Problem details → Transcribe the records that follow exactly. Skip the pictures.

Data →
◆ ◆ ◆ ◆ ◆
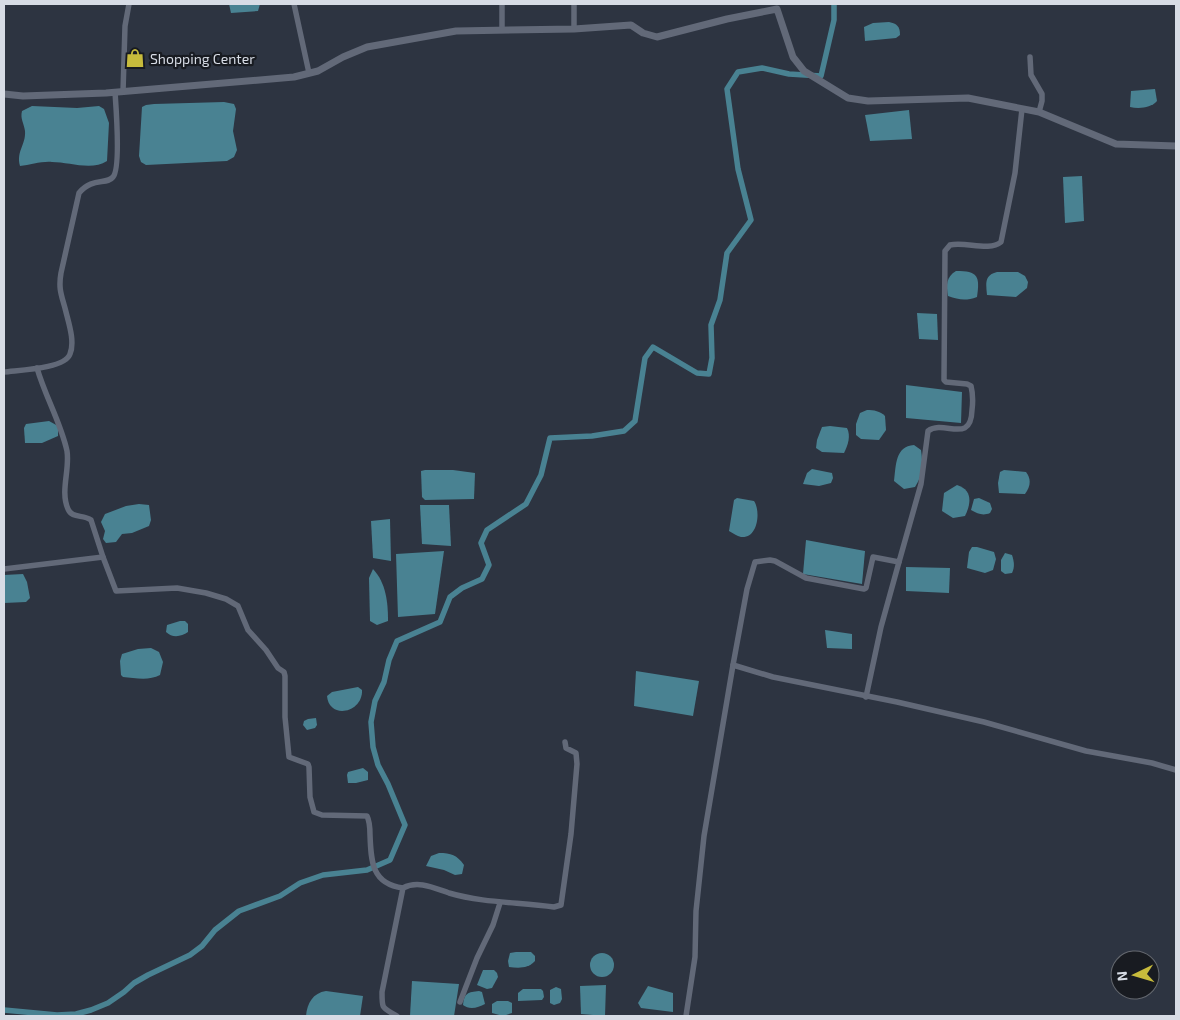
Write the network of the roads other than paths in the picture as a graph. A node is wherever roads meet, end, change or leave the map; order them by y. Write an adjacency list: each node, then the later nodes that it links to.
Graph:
1 (129, 4): 10 (street)
2 (294, 4): 9 (street)
3 (502, 4): 7 (street)
4 (574, 4): 6 (street)
5 (777, 6): 6 (street); 12 (street)
6 (574, 29): 7 (street)
7 (502, 30): 9 (street)
8 (1030, 57): 13 (street)
9 (309, 73): 10 (street)
10 (119, 92): 11 (street); 15 (street)
11 (4, 94)
12 (1022, 110): 13 (street); 18 (street)
13 (1039, 112): 14 (street)
14 (1176, 146)
15 (37, 368): 16 (street); 17 (street)
16 (4, 372)
17 (103, 557): 19 (street); 24 (street)
18 (900, 562): 20 (street); 21 (street)
19 (4, 569)
20 (733, 665): 21 (street); 28 (street)
21 (866, 697): 23 (street)
22 (565, 742): 25 (street)
23 (1176, 770)
24 (404, 888): 25 (street); 27 (street)
25 (500, 903): 26 (street)
26 (460, 1002)
27 (396, 1016)
28 (686, 1016)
◆ ◆ ◆ ◆ ◆
Exercise solution →
Write the network of the roads other than paths in the picture as a graph. A node is wherever roads meet, end, change or leave the map; order them by y. Write an adjacency list: each node, then the later nodes that it links to.
Graph:
1 (129, 4): 10 (street)
2 (294, 4): 9 (street)
3 (502, 4): 7 (street)
4 (574, 4): 6 (street)
5 (777, 6): 6 (street); 12 (street)
6 (574, 29): 7 (street)
7 (502, 30): 9 (street)
8 (1030, 57): 13 (street)
9 (309, 73): 10 (street)
10 (119, 92): 11 (street); 15 (street)
11 (4, 94)
12 (1022, 110): 13 (street); 18 (street)
13 (1039, 112): 14 (street)
14 (1176, 146)
15 (37, 368): 16 (street); 17 (street)
16 (4, 372)
17 (103, 557): 19 (street); 24 (street)
18 (900, 562): 20 (street); 21 (street)
19 (4, 569)
20 (733, 665): 21 (street); 28 (street)
21 (866, 697): 23 (street)
22 (565, 742): 25 (street)
23 (1176, 770)
24 (404, 888): 25 (street); 27 (street)
25 (500, 903): 26 (street)
26 (460, 1002)
27 (396, 1016)
28 (686, 1016)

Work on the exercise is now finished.